7.2. Alterations in Gene Expression

Efflux pumps, such as those belonging to the ABC transporter and major facilitator superfamily (MFS), play a crucial role in antifungal resistance by actively expelling drugs from the fungal cell. In heteroresistant subpopulations, the overexpression of efflux pumps can confer a temporary survival advantage. A genomic analysis of clinical C. neoformans strains found a high rate of aneuploidy in heteroresistant colonies and recurrent isolates, with a predominance of chr1 disomy and up-regulated activity of efflux pumps [142]. Sykes et al. obtained serial isolates from the same patient and found that overexpression of the efflux pump PDR11 contributed greatly to the induced fluconazole heteroresistance [146]. Marr et al. demonstrated that the induction effect of fluconazole on heteroresistance involved elevation of mRNA levels for ABC superfamily CDR genes [145].
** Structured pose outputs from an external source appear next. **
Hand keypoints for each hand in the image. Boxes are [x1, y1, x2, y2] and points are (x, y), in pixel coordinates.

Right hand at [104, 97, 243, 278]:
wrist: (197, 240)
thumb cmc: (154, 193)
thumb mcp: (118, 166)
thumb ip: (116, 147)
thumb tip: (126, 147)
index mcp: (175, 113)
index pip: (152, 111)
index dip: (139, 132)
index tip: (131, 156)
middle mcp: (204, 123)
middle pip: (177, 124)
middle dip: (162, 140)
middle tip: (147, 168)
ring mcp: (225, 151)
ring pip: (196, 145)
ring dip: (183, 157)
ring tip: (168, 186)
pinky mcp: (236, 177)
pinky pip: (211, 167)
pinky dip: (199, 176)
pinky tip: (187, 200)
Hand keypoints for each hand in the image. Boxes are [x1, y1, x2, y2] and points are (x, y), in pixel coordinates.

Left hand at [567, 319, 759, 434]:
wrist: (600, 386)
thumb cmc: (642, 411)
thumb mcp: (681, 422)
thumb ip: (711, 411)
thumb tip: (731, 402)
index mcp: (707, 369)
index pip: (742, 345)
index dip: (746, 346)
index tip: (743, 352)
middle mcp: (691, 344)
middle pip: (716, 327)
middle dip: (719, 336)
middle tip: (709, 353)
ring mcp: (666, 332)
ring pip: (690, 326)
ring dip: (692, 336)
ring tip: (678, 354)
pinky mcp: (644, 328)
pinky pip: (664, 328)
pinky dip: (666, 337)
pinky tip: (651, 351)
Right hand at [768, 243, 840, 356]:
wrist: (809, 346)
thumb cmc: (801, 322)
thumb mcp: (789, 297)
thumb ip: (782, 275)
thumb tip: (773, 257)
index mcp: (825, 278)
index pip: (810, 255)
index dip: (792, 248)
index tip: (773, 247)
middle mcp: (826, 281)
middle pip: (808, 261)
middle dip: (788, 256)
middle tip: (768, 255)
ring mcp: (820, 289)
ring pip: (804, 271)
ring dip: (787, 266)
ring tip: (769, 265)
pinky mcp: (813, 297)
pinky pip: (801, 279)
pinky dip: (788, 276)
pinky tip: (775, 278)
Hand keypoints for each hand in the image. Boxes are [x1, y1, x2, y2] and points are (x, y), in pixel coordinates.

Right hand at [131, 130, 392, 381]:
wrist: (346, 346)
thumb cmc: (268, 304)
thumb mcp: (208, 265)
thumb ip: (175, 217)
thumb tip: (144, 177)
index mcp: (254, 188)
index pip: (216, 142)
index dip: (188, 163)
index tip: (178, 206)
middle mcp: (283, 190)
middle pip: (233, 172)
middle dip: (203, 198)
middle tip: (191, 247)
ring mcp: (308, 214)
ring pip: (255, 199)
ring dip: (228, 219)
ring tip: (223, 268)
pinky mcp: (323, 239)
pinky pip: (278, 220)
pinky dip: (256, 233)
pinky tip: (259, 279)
7.3. Environmental Stress Induction

In addition to specific antifungals inducing aneuploidy, non-pharmacological stressors can also impact antifungal heteroresistance and even cross-heteroresistance. Although the resistance phenotype is not stable due to the intrinsic instability of aneuploidy, it has been suggested that external inducing factors and genomic instability have vital roles in drug resistance in C. neoformans. For example it was found that C. neoformans heteroresistance was detected at 35 °C but not at 30 °C, indicating the importance of environmental temperature [19]. “Titanization” in C. neoformans also plays a role in the formation of aneuploidy. Gerstein et al. found that, during cryptococcosis treatment, newly emerged polyploid titan cells produced daughter cells that were more resistant to fluconazole and thus adapted to the host environment. Furthermore, a single titan mother cell produced multiple types of aneuploid daughter cells, which might contribute to the survivability of progeny under different environmental stresses [56]. This process was associated with intracellular ROS accumulation and mitochondrial responses [141]. For C. neoformans, heteroresistance can be reduced or inhibited by several environmental factors, including temperature, media type, growth phase, and the age of cells [147]. We speculate that stress response pathways contribute to the generation of antifungal heteroresistance. Bosch et al. demonstrated that environmental stress, such as the nitrogen limitation commonly encountered in its natural habitats, increases the resistance of C. neoformans to AmB and fluconazole, and increases the frequency of heterogeneous resistance to fluconazole [57]. For A. fumigatus, clinically, long-term itraconazole treatment may cause decreased susceptibility. Progressive itraconazole exposure in vitro can reproduce such phenomena, independent of the mutation in cyp51A gene [162]. This is called secondary resistance, suggesting the existence of heteroresistance. However, there are also studies showing the existence of intrinsic heteroresistance [48,102], and mechanisms of stress induction need to be further explored.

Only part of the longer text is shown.